No speedup from mpi parallelization (SLI and PyNEST)

antolikjan commented 8 years ago

Nest 2.10.0, intel compiler suite, RedHat version 6.7

Compiled with following options: configure CC=mpiicc CFLAGS="-openmp -mt_mpi -O3" CXX=mpiicpc CXXFLAGS="-openmp -mt_mpi -O3" LDFLAGS="-L/.../mkl/lib/intel64 -lmkl_intel_lp64 -lmkl_sequential -lmkl_core -lpthread -lm -L/.../compiler/lib/intel64 -liomp5"

To test parallelization we use the hpc_benchmark.sli and slightly modified version of the brunel_alpha_nest.py example script.

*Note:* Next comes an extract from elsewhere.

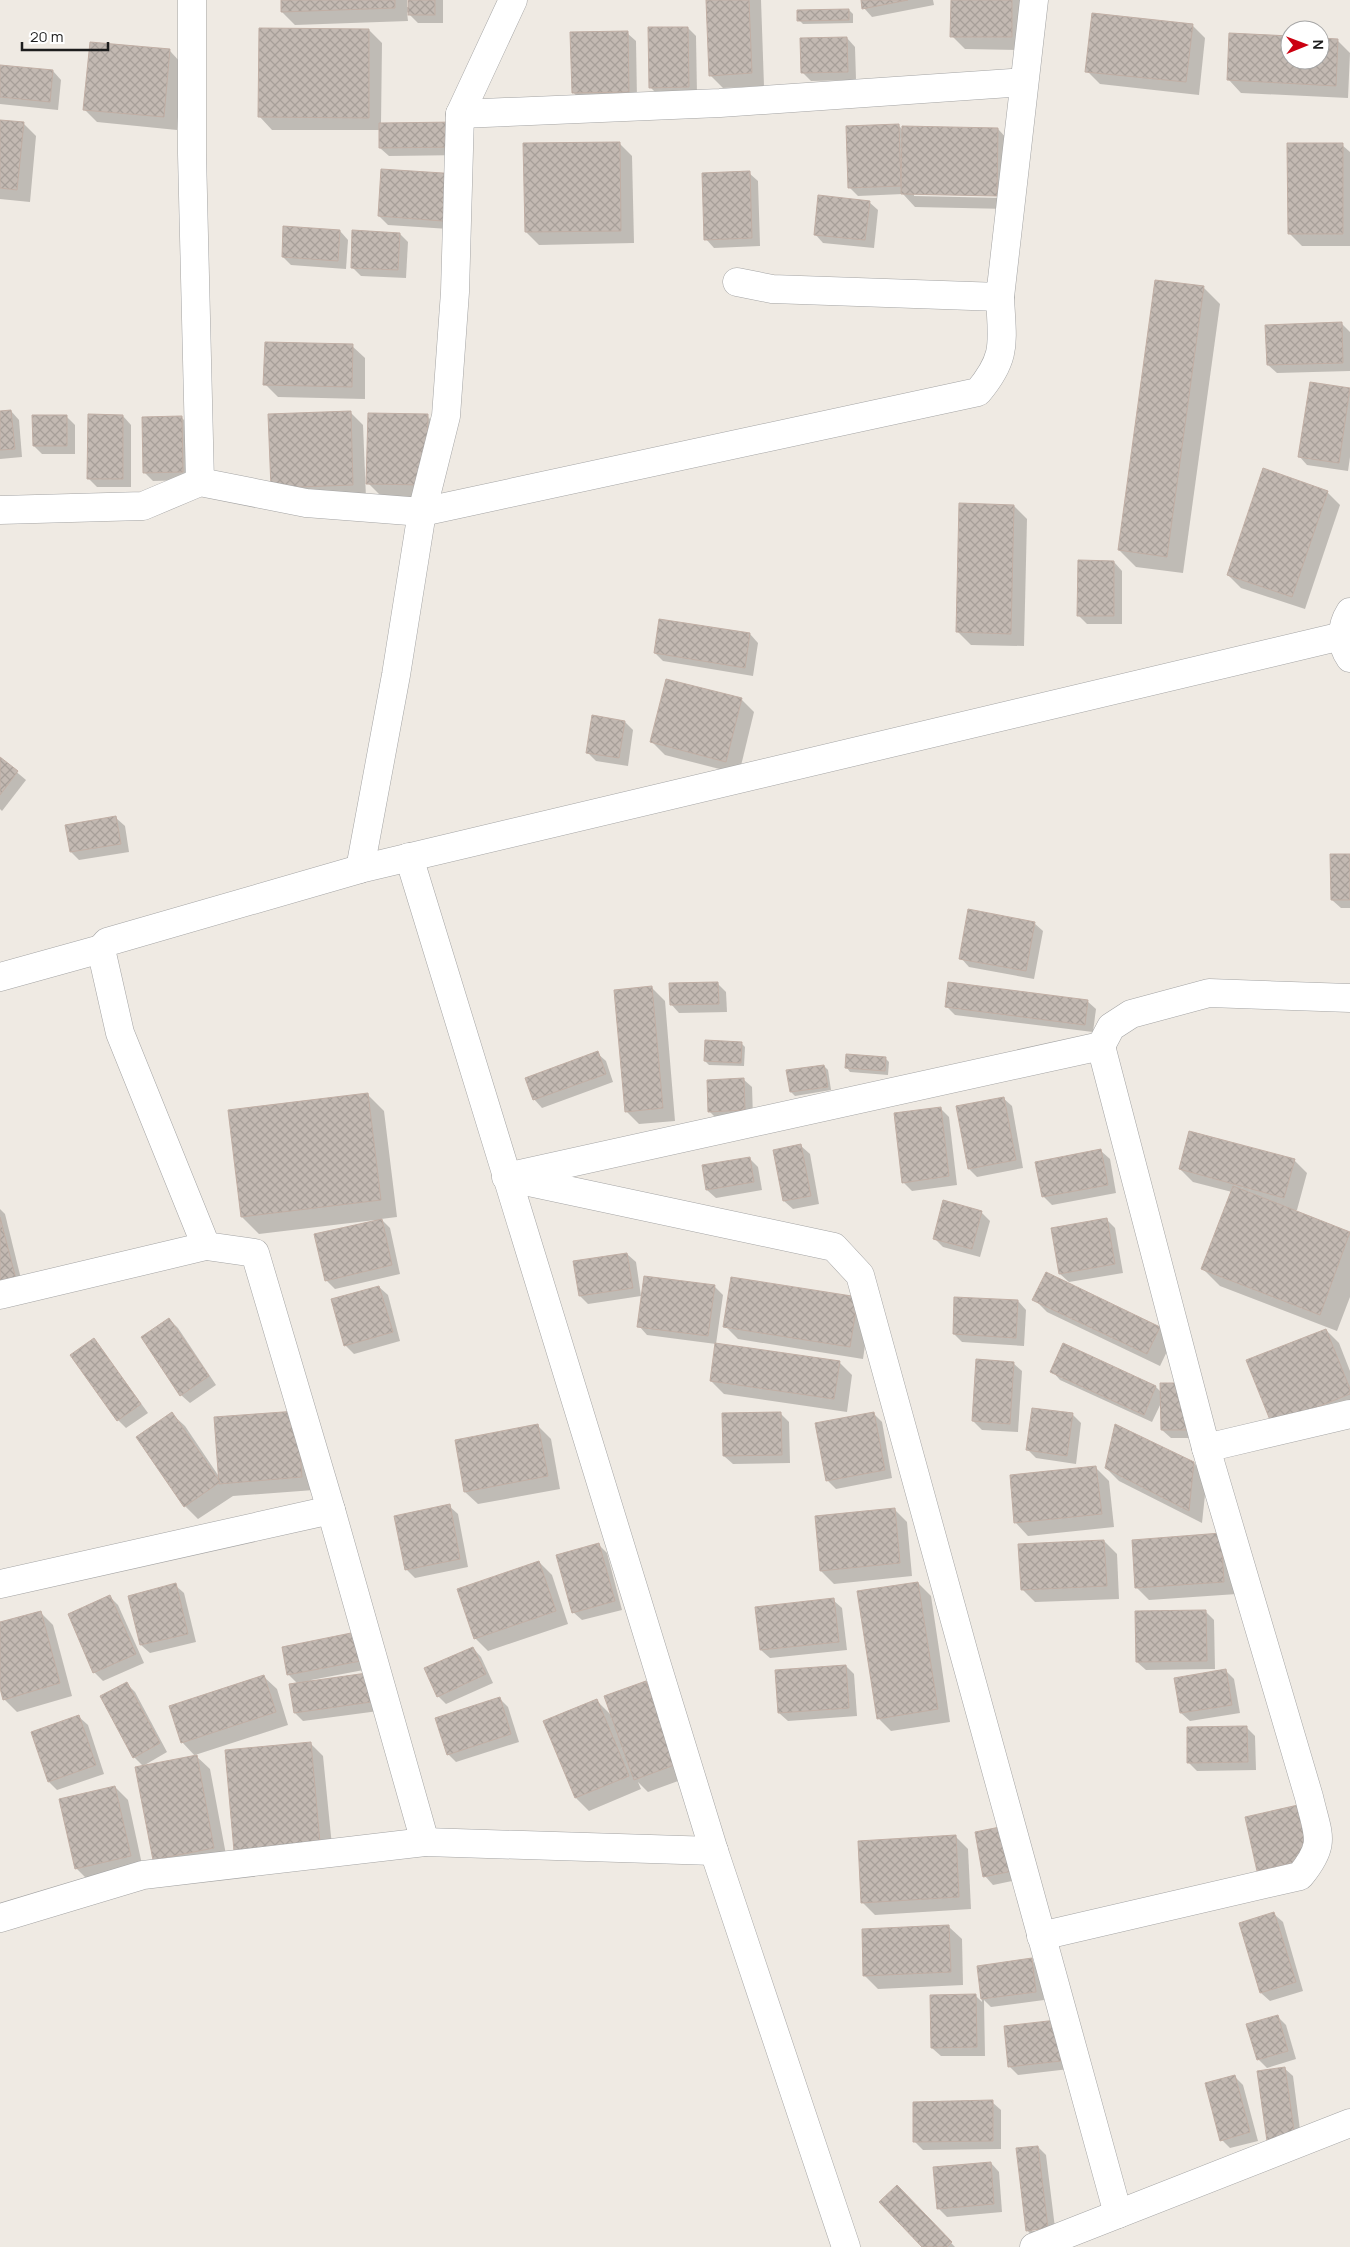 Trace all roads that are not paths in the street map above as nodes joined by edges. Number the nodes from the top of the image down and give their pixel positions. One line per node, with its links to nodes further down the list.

The parallelization with threads works perfectly, achieving nearly linear speedup with up to 32 threads (maximum cores on a single node).

However, if I schedule a job with multiple mpi processes (single thread per mpi process) I observe no speedup, if anything the simulation runs slightly slower than in single thread/process condition, both for the sli and pynest scripts.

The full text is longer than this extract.